> _Exercise brief_
Identify and pull out each line of the entries in which "name" occurs.

Supplied entries: Begin

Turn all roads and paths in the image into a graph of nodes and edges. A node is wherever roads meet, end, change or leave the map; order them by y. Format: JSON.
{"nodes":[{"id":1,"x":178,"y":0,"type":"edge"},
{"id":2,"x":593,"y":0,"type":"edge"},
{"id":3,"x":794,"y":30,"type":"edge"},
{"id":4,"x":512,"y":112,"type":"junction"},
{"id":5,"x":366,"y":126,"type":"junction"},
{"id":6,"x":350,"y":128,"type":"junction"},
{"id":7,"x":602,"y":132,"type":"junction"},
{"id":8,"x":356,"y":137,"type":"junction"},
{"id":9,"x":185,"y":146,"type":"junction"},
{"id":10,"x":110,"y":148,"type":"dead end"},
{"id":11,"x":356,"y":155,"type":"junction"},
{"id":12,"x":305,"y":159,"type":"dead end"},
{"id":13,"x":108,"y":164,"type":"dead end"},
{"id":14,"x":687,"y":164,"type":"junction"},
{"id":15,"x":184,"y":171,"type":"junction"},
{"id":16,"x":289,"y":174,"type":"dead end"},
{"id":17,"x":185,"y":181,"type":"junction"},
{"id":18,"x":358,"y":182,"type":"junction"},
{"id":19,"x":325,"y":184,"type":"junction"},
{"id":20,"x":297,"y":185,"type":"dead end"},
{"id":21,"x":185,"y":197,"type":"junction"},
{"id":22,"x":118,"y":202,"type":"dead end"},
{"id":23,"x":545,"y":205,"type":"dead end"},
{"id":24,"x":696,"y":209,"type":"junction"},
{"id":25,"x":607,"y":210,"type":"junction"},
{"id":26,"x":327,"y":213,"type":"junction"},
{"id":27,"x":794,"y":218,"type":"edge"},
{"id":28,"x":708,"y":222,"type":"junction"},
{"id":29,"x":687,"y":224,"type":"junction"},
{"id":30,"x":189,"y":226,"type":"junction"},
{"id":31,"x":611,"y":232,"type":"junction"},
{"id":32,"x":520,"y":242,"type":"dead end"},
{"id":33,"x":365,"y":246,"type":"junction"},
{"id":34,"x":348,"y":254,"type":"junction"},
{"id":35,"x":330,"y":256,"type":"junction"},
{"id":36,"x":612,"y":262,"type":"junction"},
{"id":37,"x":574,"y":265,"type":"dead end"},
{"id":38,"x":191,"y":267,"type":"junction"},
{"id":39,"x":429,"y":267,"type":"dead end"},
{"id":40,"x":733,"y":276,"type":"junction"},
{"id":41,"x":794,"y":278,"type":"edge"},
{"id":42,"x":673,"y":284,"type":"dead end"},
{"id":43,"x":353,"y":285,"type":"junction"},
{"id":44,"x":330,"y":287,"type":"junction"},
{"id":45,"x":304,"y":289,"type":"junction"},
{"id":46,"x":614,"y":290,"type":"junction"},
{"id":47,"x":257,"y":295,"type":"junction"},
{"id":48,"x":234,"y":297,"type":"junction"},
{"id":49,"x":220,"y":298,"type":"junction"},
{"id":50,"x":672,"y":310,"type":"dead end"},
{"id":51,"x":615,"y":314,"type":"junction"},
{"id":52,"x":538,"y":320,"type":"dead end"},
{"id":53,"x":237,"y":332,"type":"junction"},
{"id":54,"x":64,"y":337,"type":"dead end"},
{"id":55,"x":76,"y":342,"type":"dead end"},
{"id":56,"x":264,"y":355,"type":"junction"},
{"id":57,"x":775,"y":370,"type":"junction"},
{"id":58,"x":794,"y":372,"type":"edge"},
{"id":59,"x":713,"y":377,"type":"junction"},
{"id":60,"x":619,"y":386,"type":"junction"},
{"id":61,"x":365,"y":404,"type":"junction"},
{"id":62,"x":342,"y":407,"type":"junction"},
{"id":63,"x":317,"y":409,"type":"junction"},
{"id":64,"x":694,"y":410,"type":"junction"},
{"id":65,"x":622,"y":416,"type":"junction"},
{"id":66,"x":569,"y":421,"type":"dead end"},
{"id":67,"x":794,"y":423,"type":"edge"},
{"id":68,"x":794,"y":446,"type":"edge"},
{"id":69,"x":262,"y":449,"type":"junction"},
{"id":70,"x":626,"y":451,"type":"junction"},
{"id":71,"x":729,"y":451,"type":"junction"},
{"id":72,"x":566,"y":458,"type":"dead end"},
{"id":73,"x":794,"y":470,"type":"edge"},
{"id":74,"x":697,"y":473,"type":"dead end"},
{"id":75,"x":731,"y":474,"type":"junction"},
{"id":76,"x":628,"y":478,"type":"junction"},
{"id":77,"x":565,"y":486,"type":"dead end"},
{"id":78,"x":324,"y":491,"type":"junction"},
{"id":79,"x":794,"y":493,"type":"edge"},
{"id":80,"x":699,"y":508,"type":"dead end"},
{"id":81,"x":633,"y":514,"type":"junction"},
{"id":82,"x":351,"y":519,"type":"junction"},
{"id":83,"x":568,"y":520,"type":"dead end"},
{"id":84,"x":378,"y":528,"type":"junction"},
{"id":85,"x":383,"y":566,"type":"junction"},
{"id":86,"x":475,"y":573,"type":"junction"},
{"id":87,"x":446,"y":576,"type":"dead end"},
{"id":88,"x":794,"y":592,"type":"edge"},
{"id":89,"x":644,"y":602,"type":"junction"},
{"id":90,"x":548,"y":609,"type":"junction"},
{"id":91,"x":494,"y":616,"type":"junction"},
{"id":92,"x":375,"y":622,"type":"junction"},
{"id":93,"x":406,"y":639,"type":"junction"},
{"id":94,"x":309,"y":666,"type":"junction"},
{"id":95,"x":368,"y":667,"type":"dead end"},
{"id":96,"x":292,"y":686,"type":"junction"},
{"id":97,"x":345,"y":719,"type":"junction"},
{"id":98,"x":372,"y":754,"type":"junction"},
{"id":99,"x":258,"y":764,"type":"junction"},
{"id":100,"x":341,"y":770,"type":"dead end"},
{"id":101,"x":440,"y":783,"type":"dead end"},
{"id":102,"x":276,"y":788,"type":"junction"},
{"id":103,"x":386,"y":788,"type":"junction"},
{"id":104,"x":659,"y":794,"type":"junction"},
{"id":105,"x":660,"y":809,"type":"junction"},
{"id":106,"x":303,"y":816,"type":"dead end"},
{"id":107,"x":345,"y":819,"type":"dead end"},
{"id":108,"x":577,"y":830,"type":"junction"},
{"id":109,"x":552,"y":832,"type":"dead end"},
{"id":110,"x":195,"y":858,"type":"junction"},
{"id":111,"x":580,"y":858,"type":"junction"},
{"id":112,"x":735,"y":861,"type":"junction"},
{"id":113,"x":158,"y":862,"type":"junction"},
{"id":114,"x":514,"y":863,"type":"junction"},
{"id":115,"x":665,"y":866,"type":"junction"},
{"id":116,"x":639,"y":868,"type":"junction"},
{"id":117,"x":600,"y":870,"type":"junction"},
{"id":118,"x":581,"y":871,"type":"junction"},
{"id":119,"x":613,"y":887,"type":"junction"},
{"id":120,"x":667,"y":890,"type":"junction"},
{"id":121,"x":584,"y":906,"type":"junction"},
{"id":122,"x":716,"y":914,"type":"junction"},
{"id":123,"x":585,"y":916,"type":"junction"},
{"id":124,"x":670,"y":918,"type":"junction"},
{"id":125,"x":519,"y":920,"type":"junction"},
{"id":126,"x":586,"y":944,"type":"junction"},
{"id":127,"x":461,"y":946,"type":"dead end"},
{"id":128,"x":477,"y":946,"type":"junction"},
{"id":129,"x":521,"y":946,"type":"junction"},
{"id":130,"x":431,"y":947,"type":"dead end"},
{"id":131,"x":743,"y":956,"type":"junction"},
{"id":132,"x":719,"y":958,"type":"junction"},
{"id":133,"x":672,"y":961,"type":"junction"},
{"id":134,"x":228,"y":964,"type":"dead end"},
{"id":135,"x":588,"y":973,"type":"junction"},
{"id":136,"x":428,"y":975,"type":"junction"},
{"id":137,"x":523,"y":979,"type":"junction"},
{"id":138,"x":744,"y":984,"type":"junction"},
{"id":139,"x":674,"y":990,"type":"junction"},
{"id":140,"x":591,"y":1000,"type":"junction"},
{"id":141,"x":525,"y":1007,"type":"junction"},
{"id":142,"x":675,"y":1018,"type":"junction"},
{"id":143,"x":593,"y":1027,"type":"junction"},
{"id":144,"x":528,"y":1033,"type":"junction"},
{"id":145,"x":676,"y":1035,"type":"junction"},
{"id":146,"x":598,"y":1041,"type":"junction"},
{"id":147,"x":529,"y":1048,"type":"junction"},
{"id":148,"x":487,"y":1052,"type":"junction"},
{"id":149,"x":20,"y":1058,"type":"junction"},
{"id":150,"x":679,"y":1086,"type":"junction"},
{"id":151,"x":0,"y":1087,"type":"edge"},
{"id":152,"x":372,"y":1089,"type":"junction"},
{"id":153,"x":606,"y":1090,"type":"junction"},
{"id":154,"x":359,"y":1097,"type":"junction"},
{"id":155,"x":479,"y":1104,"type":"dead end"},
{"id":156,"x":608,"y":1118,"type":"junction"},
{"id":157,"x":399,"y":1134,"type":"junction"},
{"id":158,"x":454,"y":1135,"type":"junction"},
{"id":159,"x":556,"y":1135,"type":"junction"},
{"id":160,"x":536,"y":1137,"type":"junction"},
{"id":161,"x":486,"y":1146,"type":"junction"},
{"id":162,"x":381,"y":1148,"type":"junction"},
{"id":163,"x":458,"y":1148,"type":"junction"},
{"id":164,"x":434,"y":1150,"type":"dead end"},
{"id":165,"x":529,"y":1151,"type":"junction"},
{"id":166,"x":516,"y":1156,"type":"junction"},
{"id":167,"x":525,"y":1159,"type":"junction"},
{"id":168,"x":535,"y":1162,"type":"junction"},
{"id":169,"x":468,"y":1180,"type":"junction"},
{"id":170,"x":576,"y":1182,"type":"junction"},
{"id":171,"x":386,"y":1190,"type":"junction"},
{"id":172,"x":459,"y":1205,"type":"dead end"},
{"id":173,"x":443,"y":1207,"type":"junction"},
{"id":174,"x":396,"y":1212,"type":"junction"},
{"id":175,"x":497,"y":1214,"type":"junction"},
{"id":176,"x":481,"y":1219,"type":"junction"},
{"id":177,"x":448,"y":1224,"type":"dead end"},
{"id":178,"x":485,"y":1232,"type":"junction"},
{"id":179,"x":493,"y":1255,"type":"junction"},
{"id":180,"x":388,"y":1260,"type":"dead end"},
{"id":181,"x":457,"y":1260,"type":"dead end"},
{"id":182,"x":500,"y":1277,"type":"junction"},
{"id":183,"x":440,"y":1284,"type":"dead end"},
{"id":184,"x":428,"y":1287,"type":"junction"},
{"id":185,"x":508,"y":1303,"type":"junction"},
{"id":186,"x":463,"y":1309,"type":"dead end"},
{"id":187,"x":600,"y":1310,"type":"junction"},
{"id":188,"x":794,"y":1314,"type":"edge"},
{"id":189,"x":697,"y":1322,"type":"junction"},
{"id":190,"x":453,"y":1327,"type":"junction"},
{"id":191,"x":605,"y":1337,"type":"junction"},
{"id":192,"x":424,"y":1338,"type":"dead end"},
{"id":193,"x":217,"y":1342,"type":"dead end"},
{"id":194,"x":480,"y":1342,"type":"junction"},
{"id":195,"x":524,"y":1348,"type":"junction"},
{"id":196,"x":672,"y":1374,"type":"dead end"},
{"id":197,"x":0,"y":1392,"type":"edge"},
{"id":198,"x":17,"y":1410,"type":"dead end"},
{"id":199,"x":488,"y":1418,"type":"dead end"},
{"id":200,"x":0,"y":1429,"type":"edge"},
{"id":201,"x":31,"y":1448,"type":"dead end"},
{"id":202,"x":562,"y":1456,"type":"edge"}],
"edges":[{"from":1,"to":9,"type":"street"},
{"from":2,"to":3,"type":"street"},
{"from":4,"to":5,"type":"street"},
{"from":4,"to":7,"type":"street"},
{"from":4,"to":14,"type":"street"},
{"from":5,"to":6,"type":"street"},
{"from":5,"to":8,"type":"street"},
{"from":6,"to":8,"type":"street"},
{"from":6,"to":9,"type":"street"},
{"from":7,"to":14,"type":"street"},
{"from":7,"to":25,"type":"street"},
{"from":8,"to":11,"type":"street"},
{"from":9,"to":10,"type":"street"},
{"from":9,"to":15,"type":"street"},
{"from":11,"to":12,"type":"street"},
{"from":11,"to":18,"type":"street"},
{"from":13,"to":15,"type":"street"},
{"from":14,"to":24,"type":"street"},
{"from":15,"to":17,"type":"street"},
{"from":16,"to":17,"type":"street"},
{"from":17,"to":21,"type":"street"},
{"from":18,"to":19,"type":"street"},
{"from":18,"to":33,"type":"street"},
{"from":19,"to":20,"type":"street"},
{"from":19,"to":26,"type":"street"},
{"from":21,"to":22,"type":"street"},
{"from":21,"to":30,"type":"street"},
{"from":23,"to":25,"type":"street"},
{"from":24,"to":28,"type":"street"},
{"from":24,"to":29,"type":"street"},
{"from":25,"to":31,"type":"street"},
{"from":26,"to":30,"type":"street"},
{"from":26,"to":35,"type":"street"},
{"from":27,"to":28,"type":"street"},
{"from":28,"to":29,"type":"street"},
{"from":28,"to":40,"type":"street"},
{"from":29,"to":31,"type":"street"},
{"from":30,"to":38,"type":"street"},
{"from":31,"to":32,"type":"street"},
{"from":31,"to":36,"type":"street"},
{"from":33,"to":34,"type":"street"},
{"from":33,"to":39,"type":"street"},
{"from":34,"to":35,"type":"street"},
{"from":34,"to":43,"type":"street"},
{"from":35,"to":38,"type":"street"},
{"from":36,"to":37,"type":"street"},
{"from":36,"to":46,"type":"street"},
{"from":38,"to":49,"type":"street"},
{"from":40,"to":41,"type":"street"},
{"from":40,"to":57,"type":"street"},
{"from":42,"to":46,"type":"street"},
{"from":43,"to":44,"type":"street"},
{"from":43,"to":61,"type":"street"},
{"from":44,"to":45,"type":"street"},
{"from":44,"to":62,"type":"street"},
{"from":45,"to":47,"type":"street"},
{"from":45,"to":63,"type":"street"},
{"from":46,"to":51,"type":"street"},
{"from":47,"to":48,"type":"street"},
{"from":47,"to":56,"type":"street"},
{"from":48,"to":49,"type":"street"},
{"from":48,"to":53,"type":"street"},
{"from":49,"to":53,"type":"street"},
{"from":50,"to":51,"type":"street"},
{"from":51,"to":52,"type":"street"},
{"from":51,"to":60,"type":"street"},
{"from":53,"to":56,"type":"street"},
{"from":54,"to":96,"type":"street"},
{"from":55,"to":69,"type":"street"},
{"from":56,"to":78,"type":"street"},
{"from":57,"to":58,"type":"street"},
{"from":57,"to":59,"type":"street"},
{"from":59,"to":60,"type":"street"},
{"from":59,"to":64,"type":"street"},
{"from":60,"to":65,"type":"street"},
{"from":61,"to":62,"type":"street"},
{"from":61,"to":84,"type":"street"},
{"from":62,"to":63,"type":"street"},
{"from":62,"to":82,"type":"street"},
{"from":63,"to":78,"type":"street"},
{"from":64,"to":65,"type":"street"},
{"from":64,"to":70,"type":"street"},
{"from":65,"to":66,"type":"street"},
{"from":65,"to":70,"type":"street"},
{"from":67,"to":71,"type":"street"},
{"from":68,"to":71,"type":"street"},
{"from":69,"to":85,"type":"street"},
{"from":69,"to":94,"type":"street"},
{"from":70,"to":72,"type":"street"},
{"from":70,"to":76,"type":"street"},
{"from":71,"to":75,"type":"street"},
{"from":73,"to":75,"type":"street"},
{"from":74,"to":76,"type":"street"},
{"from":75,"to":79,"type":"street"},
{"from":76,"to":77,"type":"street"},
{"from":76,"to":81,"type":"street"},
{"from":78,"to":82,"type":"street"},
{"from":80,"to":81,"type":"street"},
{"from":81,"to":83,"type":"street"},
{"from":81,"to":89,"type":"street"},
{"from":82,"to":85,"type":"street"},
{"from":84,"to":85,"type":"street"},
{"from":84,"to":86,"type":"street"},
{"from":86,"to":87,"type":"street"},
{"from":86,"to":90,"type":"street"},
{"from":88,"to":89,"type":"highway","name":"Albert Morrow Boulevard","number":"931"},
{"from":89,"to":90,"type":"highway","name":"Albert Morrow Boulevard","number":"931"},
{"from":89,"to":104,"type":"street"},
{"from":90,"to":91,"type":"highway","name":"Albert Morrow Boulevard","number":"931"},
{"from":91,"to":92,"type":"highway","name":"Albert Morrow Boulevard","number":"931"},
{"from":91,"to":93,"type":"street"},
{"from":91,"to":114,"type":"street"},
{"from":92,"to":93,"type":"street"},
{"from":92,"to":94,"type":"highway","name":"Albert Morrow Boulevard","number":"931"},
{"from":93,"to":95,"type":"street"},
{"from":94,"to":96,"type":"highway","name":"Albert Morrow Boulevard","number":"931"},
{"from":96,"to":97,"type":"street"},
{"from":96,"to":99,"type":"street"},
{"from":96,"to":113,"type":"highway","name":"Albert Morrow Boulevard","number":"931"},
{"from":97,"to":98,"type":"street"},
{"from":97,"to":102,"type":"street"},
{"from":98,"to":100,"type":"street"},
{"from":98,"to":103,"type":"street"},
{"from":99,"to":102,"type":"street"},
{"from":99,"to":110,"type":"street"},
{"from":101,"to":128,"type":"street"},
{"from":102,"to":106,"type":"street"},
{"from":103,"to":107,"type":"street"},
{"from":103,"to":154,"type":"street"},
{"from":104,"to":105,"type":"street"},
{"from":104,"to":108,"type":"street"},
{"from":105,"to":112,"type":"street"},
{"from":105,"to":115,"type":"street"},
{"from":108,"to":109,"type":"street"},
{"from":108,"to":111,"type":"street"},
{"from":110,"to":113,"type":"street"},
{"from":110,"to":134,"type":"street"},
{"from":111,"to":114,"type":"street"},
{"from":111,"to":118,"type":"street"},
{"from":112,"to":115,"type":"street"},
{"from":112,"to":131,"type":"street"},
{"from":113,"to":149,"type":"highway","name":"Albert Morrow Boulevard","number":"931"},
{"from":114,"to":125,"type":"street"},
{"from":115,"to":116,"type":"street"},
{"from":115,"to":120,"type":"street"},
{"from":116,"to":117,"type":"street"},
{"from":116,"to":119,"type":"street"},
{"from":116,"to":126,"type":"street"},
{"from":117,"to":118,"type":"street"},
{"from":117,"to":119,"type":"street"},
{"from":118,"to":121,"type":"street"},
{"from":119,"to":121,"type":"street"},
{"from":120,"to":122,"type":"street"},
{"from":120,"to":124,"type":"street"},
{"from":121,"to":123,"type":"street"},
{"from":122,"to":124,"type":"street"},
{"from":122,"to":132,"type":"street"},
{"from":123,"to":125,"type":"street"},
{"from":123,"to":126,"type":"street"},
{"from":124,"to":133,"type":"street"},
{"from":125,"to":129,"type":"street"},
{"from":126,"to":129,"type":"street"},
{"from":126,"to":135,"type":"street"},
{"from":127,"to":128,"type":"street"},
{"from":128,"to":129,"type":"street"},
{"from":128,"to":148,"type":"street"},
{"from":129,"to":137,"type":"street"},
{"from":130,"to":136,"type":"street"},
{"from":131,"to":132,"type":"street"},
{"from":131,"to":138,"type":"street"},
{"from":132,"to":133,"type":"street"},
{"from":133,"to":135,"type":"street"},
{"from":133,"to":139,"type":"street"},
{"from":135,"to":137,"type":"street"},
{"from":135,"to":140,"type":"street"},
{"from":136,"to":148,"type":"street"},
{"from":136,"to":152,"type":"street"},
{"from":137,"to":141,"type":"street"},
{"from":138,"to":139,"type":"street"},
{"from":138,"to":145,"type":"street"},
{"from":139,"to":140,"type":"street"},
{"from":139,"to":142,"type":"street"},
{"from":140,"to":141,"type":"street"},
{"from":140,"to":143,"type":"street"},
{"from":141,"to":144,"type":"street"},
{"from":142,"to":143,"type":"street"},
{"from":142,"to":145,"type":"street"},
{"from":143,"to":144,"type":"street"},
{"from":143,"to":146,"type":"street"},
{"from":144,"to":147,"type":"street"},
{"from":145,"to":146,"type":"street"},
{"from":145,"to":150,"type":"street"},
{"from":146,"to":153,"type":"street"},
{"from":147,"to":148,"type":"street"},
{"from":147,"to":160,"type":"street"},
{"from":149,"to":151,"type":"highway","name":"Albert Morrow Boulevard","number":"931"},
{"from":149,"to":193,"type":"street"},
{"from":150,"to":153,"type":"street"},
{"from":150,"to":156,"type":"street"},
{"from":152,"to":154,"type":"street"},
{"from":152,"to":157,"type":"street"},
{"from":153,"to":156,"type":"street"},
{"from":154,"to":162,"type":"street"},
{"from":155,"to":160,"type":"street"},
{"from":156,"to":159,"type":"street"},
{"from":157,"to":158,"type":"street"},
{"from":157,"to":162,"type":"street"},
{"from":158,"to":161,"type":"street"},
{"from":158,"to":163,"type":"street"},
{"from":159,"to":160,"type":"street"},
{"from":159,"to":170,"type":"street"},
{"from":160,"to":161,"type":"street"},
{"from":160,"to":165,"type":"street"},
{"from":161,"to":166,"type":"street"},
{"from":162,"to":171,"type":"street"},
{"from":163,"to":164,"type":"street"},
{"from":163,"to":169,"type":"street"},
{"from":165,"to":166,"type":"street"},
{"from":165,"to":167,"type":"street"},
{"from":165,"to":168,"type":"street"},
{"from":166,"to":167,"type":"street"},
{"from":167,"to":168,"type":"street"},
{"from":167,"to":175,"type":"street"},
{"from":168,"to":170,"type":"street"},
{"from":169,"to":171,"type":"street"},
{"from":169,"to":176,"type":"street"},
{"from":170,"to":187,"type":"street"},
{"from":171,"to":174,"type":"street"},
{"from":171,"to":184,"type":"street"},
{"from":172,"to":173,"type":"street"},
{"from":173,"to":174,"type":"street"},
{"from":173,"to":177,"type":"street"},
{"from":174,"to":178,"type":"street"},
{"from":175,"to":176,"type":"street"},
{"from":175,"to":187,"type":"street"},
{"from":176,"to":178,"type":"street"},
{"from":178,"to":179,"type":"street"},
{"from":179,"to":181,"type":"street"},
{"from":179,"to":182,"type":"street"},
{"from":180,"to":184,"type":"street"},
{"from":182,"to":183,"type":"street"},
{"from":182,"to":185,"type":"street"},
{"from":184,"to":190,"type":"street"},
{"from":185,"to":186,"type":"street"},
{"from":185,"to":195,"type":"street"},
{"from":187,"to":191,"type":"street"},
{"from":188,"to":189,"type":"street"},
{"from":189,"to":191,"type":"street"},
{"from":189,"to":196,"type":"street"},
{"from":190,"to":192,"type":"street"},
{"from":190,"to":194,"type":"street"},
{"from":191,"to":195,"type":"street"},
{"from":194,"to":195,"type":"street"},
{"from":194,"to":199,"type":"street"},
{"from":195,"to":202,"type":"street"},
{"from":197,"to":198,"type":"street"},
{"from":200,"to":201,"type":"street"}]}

Supplied entries: End

> _Task solution_
{"from":88,"to":89,"type":"highway","name":"Albert Morrow Boulevard","number":"931"},
{"from":89,"to":90,"type":"highway","name":"Albert Morrow Boulevard","number":"931"},
{"from":90,"to":91,"type":"highway","name":"Albert Morrow Boulevard","number":"931"},
{"from":91,"to":92,"type":"highway","name":"Albert Morrow Boulevard","number":"931"},
{"from":92,"to":94,"type":"highway","name":"Albert Morrow Boulevard","number":"931"},
{"from":94,"to":96,"type":"highway","name":"Albert Morrow Boulevard","number":"931"},
{"from":96,"to":113,"type":"highway","name":"Albert Morrow Boulevard","number":"931"},
{"from":113,"to":149,"type":"highway","name":"Albert Morrow Boulevard","number":"931"},
{"from":149,"to":151,"type":"highway","name":"Albert Morrow Boulevard","number":"931"},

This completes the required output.